I had found his first video around midnight local time and spent until 3 in the morning binge watching every Star Wars video he had, and every single one had more and more quotes. I was floored, as I know they were all true but had no idea that these quotes existed. Through his videos I found the EU movement and our wonderful community of like-minded fans. Without those videos I would not be here today. I don't think the idea of superhero fiction is too out there. In the real world, we have fiction about everything from space to war which are all based on modern understandings of science and technology.

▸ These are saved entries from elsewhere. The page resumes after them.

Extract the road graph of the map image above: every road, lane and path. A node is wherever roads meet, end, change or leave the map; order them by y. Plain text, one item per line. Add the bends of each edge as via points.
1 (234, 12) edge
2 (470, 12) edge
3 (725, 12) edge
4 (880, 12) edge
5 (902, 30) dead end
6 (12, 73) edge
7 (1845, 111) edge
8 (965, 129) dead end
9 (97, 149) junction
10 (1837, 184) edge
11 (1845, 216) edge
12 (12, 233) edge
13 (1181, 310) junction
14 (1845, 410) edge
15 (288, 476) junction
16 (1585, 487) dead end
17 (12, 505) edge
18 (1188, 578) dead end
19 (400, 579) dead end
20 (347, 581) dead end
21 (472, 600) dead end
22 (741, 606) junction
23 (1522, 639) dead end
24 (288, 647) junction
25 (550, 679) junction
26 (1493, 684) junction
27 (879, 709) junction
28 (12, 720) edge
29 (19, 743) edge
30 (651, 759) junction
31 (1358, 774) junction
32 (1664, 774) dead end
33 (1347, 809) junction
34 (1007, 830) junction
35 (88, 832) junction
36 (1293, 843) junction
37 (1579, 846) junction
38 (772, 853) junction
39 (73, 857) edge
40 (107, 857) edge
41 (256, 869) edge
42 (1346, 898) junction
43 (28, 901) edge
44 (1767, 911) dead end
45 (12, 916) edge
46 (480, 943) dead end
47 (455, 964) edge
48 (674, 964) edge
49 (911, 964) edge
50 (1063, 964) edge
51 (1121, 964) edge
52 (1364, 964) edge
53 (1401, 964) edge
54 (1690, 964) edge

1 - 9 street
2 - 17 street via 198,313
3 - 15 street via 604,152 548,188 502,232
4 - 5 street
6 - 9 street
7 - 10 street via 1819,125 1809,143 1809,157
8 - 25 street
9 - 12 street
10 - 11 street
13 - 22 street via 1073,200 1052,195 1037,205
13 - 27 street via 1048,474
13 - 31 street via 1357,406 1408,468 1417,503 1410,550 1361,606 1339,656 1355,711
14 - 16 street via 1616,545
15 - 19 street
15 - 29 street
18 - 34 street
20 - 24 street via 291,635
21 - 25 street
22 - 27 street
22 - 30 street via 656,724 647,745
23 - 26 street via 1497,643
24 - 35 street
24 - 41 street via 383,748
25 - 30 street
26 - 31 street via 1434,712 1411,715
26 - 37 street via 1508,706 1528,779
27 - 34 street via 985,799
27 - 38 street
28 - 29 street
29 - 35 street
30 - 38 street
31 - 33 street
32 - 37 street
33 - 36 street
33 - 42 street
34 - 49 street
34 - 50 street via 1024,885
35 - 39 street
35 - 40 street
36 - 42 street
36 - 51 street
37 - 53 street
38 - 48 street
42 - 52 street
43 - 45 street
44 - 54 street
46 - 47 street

headcanon generator (or Personal Canon)-- refers to the personal beliefs or interpretations about canon that an author or reader makes to explain or account for some aspect of the actual canon. The
generator headcanon itself, while not officially supported by the canon, tends also not to be actually disprovenor refuted by the canon and will therefore seem plausible in the mind of the fan who imagines it. Headcanons are as many and varied as the fans themselves, may be about the past, present, or future of the character or plot, and can be shared by others if particularly enticing or believable. In fact, if a headcanon is so popular that it gets adopted by many members of a fandom, it may eventually become accepted as fanon for that fandom.
I don’t mean that SUPER literally, but I more so mean that they forget certain things have to happen in order for this to function as a video game and, moreover, an MMO. Some games can let you get away with quite a lot. The Secret World, for example, is rated M. It carries many mature themes and images with very heavy implications and sexual themes. While it's likely many of its players are not actually old enough to be playing it, the general idea is that you should be 17 or older and capable of handling harsh material.